== What to do ==
Which lines of the data include the string "wherever"? List them all.
===== Data provided
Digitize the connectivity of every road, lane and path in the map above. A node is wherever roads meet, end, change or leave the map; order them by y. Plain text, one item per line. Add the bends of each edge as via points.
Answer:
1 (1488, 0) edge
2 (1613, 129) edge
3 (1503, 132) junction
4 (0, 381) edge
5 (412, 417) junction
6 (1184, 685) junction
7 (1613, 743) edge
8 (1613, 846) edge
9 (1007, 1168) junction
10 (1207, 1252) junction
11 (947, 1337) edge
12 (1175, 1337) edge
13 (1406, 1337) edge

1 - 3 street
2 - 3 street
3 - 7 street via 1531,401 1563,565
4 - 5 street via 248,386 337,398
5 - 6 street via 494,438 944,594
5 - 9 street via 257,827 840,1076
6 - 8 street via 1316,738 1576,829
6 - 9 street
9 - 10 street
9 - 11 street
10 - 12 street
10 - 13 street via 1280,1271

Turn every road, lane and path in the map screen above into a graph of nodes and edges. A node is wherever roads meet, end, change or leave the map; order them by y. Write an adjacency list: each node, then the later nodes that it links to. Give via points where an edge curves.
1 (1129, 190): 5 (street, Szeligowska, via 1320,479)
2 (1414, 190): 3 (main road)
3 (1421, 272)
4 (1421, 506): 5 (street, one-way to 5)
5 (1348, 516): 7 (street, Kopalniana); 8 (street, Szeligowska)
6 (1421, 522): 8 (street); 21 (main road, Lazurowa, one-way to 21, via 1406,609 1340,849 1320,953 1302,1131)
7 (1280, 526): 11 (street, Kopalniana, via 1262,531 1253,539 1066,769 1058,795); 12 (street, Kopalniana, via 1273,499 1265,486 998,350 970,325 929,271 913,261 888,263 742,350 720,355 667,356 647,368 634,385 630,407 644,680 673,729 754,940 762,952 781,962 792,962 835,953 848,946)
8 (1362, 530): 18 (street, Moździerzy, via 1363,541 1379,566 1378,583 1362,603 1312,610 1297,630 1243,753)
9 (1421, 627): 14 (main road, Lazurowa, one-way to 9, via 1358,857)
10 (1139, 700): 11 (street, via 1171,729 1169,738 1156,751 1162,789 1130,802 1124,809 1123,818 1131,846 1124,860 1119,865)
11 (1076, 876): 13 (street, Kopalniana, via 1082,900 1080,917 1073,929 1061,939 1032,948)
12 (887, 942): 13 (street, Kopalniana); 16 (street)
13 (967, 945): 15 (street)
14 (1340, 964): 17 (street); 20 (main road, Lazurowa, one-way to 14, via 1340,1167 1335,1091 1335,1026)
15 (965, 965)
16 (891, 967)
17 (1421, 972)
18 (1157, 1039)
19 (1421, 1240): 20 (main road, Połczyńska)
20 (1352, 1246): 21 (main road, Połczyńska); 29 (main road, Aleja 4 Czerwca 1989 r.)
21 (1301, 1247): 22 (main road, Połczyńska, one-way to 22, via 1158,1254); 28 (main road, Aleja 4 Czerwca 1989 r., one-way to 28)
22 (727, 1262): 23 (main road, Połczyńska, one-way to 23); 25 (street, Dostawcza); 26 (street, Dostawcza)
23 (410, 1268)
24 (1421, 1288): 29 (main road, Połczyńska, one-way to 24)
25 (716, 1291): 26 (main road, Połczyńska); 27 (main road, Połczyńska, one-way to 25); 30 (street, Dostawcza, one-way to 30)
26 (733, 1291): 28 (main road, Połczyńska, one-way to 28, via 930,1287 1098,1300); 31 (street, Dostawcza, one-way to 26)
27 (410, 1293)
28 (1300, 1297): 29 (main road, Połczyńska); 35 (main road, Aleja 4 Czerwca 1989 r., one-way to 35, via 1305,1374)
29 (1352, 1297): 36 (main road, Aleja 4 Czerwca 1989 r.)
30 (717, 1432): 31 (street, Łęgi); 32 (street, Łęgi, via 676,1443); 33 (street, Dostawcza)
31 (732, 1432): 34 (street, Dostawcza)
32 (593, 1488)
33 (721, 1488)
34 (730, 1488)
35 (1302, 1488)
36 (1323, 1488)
==========
== Completed exercise ==
Digitize the connectivity of every road, lane and path in the map above. A node is wherever roads meet, end, change or leave the map; order them by y. Plain text, one item per line. Add the bends of each edge as via points.
Turn every road, lane and path in the map screen above into a graph of nodes and edges. A node is wherever roads meet, end, change or leave the map; order them by y. Write an adjacency list: each node, then the later nodes that it links to. Give via points where an edge curves.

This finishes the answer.